→ **Task goal**: Where does the word "pinky" occur in the entries below? Copy every line that has it.

§

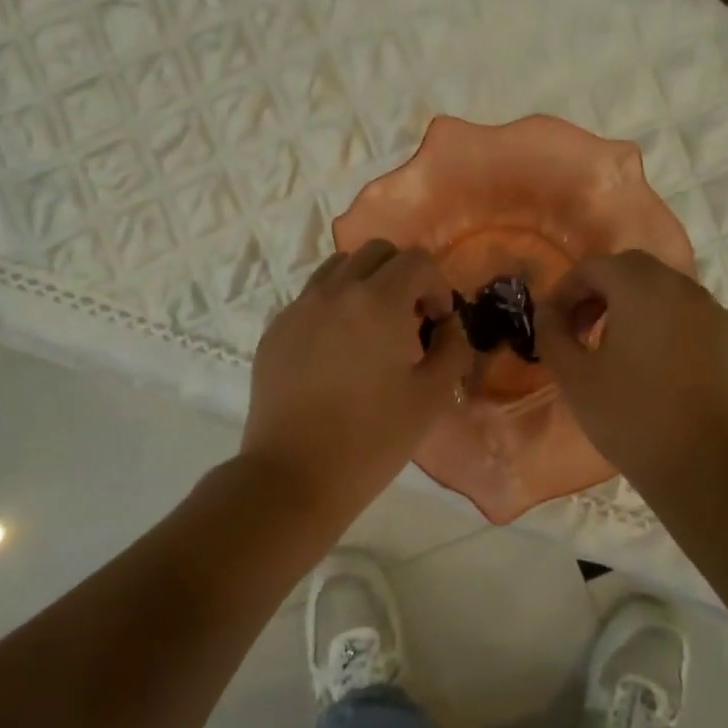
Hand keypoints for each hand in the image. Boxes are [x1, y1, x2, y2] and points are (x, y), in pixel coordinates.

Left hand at [242, 240, 471, 527]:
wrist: (294, 475)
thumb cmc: (372, 439)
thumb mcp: (433, 397)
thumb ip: (453, 349)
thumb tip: (447, 325)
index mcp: (377, 302)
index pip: (417, 261)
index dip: (437, 286)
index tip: (437, 323)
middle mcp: (334, 291)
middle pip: (376, 252)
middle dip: (402, 275)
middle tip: (409, 320)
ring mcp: (298, 308)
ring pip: (338, 268)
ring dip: (365, 284)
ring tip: (372, 329)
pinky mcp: (274, 330)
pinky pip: (311, 298)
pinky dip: (333, 306)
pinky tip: (338, 352)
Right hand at [535, 250, 727, 499]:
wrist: (708, 466)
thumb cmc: (631, 417)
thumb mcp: (574, 377)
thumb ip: (552, 333)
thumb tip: (548, 311)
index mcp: (642, 288)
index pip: (595, 266)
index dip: (566, 289)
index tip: (554, 324)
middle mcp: (682, 288)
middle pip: (632, 269)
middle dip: (599, 291)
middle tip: (581, 330)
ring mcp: (713, 312)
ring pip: (663, 290)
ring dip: (632, 305)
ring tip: (615, 349)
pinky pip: (688, 315)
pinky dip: (663, 323)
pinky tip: (654, 366)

§

→ **Solution to this task**:
pinky mcp: (274, 330)
pinky pip: (311, 298)
pinky dip: (333, 306)
pinky tip: (338, 352)
pinky pip: (688, 315)
pinky dip: (663, 323)
pinky tip: (654, 366)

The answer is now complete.